Supplied information:
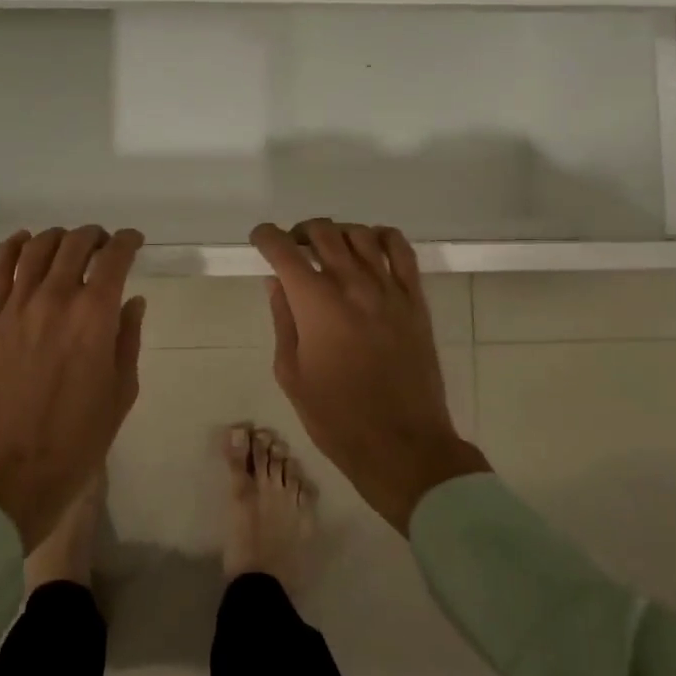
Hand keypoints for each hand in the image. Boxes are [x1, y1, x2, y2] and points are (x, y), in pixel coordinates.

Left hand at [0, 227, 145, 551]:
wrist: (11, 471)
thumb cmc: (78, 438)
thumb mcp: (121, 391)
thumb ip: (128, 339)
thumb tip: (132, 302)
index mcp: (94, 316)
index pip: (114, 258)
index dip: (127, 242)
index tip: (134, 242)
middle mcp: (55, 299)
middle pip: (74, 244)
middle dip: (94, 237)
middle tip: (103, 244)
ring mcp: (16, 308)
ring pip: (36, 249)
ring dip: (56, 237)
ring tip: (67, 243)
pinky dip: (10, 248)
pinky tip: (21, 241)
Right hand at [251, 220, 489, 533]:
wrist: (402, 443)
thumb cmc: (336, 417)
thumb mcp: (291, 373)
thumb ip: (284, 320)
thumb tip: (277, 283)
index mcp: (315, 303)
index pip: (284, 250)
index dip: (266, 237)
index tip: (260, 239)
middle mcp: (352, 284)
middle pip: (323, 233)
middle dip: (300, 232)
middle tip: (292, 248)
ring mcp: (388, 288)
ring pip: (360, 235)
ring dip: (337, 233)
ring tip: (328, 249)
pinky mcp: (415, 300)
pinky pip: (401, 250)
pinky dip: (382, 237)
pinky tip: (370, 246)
...
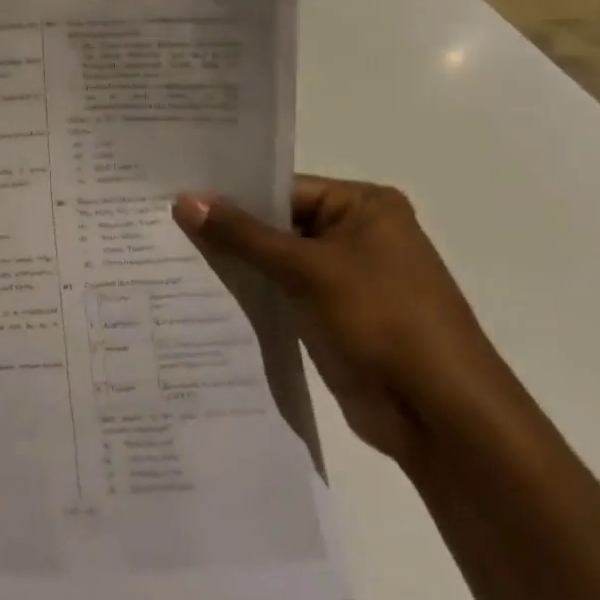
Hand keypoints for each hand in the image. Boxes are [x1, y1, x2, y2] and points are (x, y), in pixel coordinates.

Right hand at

Problem description: Which lines of the records above hold the word "middle"? Copy each one out.

Solution to this problem:
middle mcp: (55, 299)
middle pip: (74, 244)
middle dip: (94, 237)
middle tip: (103, 244)
middle mcp: (352, 284)
middle pip: (323, 233)
middle dip: (300, 232)
middle tip: (292, 248)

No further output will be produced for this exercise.